Much further down? Data security. That neglect has recently come back to bite many new applications and Web services — and their users — and has them rushing to improve their products after breaches and holes were discovered.

Tinder, the popular dating app, last month acknowledged flaws in its software that would let hackers pinpoint the exact locations of people using the service. Kickstarter, the crowdfunding site, also said last month that hackers had gained access to customer data, including passwords and phone numbers.

And only days after the messaging service WhatsApp was sold to Facebook for up to US$19 billion (S$24 billion) two weeks ago, security researchers pointed out that — despite the company’s claims to the contrary — WhatsApp had lax encryption and protection of personal information for its more than 400 million users.

“There’s so much focus on acquiring customers and delivering products and services that security is not top of mind,” said Mr Tripp Jones, a partner at August Capital, a Silicon Valley venture capital firm. Half-joking, he added: “For many companies, a security breach would almost be a nice problem to have in some cases. It means you have enough customers for someone to care.”

Many of the companies, including Kickstarter and Tinder, have rushed to improve their overall security after they were breached. Snapchat, the ephemeral messaging service that repeatedly ignored warnings about a data breach that exposed millions of user names and phone numbers, eventually acknowledged the loophole and hired Mr Peter Magnusson, a head of engineering at Google, to help improve the company’s security efforts. Even so, as Snapchat has gained more users, it has also lured spammers, who have taken to sending malicious ads and links using the service.

Mr Jay Nancarrow, a Facebook spokesman, said one of the first things Facebook plans to do after the WhatsApp deal closes is to conduct an intense security audit of WhatsApp and its messaging service.
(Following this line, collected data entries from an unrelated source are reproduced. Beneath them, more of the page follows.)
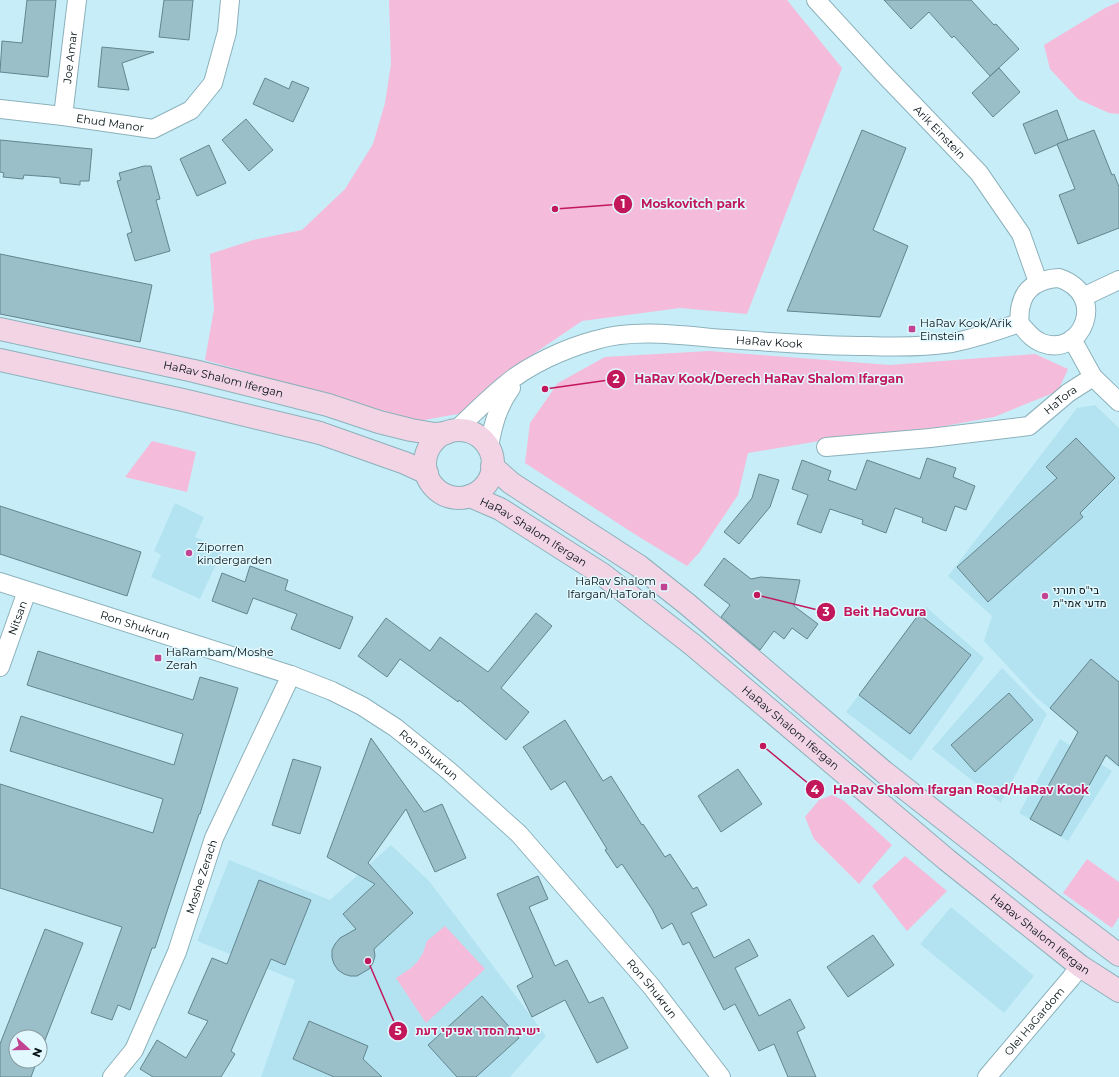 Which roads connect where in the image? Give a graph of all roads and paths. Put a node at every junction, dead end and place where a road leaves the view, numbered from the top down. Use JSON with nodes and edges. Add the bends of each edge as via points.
{"nodes":[{"id":1,"x":77,"y":0,"type":"edge"},
{"id":2,"x":230,"y":0,"type":"edge"},
{"id":3,"x":816,"y":0,"type":"edge"},
{"id":4,"x":0,"y":109,"type":"edge"},
{"id":5,"x":63,"y":116,"type":"junction"},
{"id":6,"x":1119,"y":280,"type":"edge"},
{"id":7,"x":1038,"y":282,"type":"junction"},
{"id":8,"x":1083,"y":297,"type":"junction"},
{"id":9,"x":1019,"y":323,"type":"junction"},
{"id":10,"x":0,"y":329,"type":"edge"},
{"id":11,"x":1072,"y":339,"type":"junction"},
{"id":12,"x":0,"y":360,"type":"edge"},
{"id":13,"x":524,"y":371,"type":"junction"},
{"id":14,"x":1093,"y":377,"type":"junction"},
{"id":15,"x":1119,"y":402,"type":"edge"},
{"id":16,"x":451,"y":432,"type":"junction"},
{"id":17,"x":826,"y":447,"type":"dead end"},
{"id":18,"x":490,"y":456,"type":"junction"},
{"id":19,"x":427,"y":473,"type":"junction"},
{"id":20,"x":470,"y":496,"type":"junction"},
{"id":21,"x":0,"y":582,"type":"edge"},
{"id":22,"x":27,"y":591,"type":"junction"},
{"id":23,"x":0,"y":667,"type":"edge"},
{"id":24,"x":291,"y":675,"type":"junction"},
{"id":25,"x":1119,"y":955,"type":"edge"},
{"id":26,"x":1080,"y":966,"type":"junction"},
{"id":27,"x":1119,"y":991,"type":"edge"},
{"id":28,"x":112,"y":1077,"type":"edge"},
{"id":29,"x":721,"y":1077,"type":"edge"},
{"id":30,"x":987,"y":1077,"type":"edge"}],
"edges":[{"from":1,"to":5,"type":"street","name":"Joe Amar"},
{"from":2,"to":5,"type":"street","name":"Ehud Manor","via":[[227,32],[213,83],[191,110],[153,129]]},
{"from":3,"to":7,"type":"street","name":"Arik Einstein","via":[[979,173],[1021,234]]},
{"from":4,"to":5,"type":"street","name":"Ehud Manor"},
{"from":6,"to":8,"type":"street"},
{"from":7,"to":8,"type":"street","via":[[1048,278],[1064,280],[1077,288]]},
{"from":7,"to":9,"type":"street","via":[[1024,296],[1020,305]]},
{"from":8,"to":11,"type":"street","via":[[1087,316],[1079,334]]},
{"from":9,"to":11,"type":"street","via":[[1034,340],[1043,344],[1062,344]]},
{"from":9,"to":13,"type":"street","name":"HaRav Kook","via":[[952,343],[904,347],[629,334],[597,339],[550,357]]},
{"from":10,"to":16,"type":"main road","name":"HaRav Shalom Ifergan","via":[[194,371],[328,405],[411,430],[435,434]]},
{"from":11,"to":14,"type":"street"},
{"from":12,"to":19,"type":"main road","via":[[320,433]]},
{"from":13,"to":16,"type":"street","name":"HaRav Kook","via":[[505,384]]},
{"from":13,"to":18,"type":"street","name":"HaRav Kook","via":[[501,403],[492,427]]},
{"from":14,"to":15,"type":"street"},
{"from":14,"to":17,"type":"street","name":"HaTora","via":[[1068,392],[1029,426]]},
{"from":16,"to":18,"type":"main road","via":[[470,432],[478,436]]},
{"from":16,"to":19,"type":"main road","via":[[438,438],[430,447],[427,455]]},
{"from":18,"to":20,"type":"main road","via":[[492,473],[484,486]]},
{"from":18,"to":25,"type":"main road","via":[[511,483],[639,566],[884,772]]},
{"from":19,"to":20,"type":"main road","via":[[430,481],[443,494],[456,497]]},
{"from":20,"to":26,"type":"main road","name":"HaRav Shalom Ifergan","via":[[519,520],[602,574],[651,611],[947,860]]},
{"from":21,"to":22,"type":"street","name":"Ron Shukrun"},
{"from":22,"to":23,"type":"street","name":"Nitsan"},
{"from":22,"to":24,"type":"street","name":"Ron Shukrun"},
{"from":24,"to":28,"type":"street","name":"Moshe Zerach","via":[[214,838],[177,952],[134,1050]]},
{"from":24,"to":29,"type":"street","name":"Ron Shukrun","via":[[356,703],[396,728],[449,771],[519,834],[651,986]]},
{"from":26,"to":27,"type":"main road","name":"HaRav Shalom Ifergan"},
{"from":26,"to":30,"type":"street","name":"Olei HaGardom"}]}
“We always perform a thorough security audit and share security resources when we acquire a company,” Mr Nancarrow said. “Security is always a top priority for us.”

While bigger and more established tech companies such as Facebook generally have teams dedicated to security, they are not impervious to vulnerabilities. And they still have the biggest targets on their chests. Late last month, for example, Apple acknowledged a bug in its operating system that could let hackers tap into information in emails and other communications that were meant to be encrypted.

Still, when a new mobile service takes off, it is usually far more vulnerable. Before a major breach or hole is discovered, analysts say, tech entrepreneurs take possible security risks as an accepted trade-off for building their product at a rapid pace. Stricter password requirements and airtight encryption take a back seat to user growth, convenience and feature introductions.